Cosa rappresentano per lei Vito Santarsiero e Lello Avagnano?
"Vito è il mio allenatore storico, il mio primo allenatore. Lui mi ha insegnato a nuotare e mi ha trasmesso la passione per il nuoto e lo sport in generale. La mia formazione la devo tutta a lui, sia a livello sportivo che umano. Lello è stato fondamentale perché dopo aver mancato la qualifica agli Europei era un po’ in crisi ma mi ha aiutato tanto perché oltre ad essere un grande allenatore è un bravo mental coach in maniera inconsapevole. Sono due persone molto simili e mi hanno dato tanto. Credo siano stati molto più che allenatori per me".
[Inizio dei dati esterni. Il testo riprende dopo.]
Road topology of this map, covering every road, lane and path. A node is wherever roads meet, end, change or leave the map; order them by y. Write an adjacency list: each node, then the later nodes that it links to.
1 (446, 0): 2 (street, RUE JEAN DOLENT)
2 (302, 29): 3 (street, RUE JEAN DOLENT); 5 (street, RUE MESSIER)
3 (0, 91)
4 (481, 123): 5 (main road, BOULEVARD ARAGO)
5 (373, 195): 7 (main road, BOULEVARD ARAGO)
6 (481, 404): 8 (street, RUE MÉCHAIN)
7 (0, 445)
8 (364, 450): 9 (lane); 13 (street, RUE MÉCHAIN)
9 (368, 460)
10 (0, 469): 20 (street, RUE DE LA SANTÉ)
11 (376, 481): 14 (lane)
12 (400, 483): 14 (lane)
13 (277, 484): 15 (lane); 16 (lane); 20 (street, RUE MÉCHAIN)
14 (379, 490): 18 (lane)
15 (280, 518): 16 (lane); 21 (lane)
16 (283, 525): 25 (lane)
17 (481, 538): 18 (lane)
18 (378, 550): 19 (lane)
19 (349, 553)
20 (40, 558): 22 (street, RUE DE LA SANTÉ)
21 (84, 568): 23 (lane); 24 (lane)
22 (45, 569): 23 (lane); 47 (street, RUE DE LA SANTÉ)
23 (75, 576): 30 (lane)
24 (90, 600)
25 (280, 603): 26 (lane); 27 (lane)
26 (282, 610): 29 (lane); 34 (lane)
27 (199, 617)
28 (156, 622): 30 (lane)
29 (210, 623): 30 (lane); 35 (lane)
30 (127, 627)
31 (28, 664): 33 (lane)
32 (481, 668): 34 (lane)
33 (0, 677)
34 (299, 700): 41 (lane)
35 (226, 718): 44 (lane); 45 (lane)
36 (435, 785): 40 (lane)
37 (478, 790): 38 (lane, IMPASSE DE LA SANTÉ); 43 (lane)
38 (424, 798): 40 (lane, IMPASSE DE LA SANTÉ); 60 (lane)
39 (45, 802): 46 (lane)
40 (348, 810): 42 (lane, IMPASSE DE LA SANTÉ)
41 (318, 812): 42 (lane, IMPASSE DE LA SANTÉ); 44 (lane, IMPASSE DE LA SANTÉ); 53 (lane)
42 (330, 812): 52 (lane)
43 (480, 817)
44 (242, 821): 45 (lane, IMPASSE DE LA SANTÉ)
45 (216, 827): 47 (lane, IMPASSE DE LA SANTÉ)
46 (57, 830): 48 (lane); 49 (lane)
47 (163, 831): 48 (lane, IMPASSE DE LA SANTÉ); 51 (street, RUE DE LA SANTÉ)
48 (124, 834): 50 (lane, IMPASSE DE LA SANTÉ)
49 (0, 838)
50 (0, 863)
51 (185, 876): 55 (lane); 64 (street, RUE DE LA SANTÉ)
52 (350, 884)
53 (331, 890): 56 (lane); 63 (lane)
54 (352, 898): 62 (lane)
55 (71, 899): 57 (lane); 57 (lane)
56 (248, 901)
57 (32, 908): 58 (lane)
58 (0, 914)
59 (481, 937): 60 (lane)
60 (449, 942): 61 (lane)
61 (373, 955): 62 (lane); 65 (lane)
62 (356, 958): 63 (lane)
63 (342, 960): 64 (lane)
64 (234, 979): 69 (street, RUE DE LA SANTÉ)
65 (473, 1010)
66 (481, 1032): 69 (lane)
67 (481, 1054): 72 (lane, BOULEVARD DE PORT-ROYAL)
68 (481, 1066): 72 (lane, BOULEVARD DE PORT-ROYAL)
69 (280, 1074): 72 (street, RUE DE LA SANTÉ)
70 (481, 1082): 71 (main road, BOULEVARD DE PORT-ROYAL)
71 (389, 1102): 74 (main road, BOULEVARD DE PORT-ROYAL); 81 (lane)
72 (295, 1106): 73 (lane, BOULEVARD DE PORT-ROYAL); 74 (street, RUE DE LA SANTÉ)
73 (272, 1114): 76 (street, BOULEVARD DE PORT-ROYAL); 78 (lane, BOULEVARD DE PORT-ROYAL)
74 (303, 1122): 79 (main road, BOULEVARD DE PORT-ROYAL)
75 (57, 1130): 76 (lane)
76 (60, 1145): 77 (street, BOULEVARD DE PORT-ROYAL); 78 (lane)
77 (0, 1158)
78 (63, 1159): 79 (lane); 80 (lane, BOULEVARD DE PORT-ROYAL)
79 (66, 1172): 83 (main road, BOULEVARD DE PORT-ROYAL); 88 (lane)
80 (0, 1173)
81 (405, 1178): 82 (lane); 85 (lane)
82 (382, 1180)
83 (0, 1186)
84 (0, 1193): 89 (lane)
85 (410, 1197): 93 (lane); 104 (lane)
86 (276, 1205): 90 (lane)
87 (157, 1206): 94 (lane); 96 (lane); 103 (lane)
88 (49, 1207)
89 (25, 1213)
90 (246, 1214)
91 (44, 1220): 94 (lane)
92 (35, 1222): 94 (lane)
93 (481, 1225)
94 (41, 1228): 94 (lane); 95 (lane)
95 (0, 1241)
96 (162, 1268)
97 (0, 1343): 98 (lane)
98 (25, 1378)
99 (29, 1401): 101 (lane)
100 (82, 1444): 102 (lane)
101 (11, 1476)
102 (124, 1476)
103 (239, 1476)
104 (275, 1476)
Quando e perché ha deciso di passare dalla piscina alle acque libere?
"Il mio primo approccio alle acque libere è stato a Napoli e provai con alcuni ragazzi che già lo facevano, ma non la vedevo come una cosa a tempo pieno. Era marginale rispetto agli allenamenti in piscina. Nel 2019, quando andai a Roma, ho ricevuto la proposta di fare una 5 km a Miami per poter valutare se ero in grado di poter gareggiare al Mondiale di Gwangju che era lo stesso anno. Accettai, per la curiosità di viaggiare e scoprire cose nuove, e la gara andò bene. C’era anche Greg (Paltrinieri, ndr) con me e subito dopo c’erano i campionati italiani. Li vinsi e da quel momento è iniziato tutto".
Cosa cambia dalla piscina alle acque libere?
"Non cambia molto in realtà, è sempre nuoto. Quello che cambia è tutto ciò che sta intorno: non avendo la corsia ci sono gli altri atleti vicini, poi c’è il gioco delle scie, che è molto importante, e bisogna saper mantenere una rotta. Non si può programmare nulla prima e c’è bisogno di un grande spirito di adattamento. È fatto per persone con più sangue freddo, perché devi decidere in pochissimi istanti tutto. Chiaramente sono fantastici entrambi, inutile fare classifiche".
Quando ha visto suo padre che le veniva incontro a Ostia cosa ha pensato?
"Ho pensato ‘Adesso cade in acqua e perde tutto’. Ero super contento di vederlo e abbracciarlo ma lo stesso vale per mia madre, i miei zii e la mia ragazza: tutti hanno contribuito alla mia formazione e al mio percorso in questi anni. Ho abbracciato mio padre in diretta ma è come se avessi abbracciato tutti in quel momento. È stato bellissimo perché è stata una vittoria inaspettata ed è stato tutto fantastico".
Segue altri sport?
"Tutti gli sport tranne il calcio. Mi piacciono la Formula 1, la MotoGP e il tennis. Sono un amante della NBA e simpatizzo per Phoenix. È difficile scegliere una squadra per cui tifare con tutti quei fenomeni ma andammo a vedere una partita a Phoneix e mi piacque moltissimo, così scelsi di tifare per loro”.
Quali sono i progetti di Domenico Acerenza per il prossimo futuro?
"In lontananza vedo Parigi e sogno le Olimpiadi. Questi due anni saranno in funzione dei Giochi: se arriva la qualifica si lavorerà per arrivare nella migliore condizione possibile a quell'appuntamento".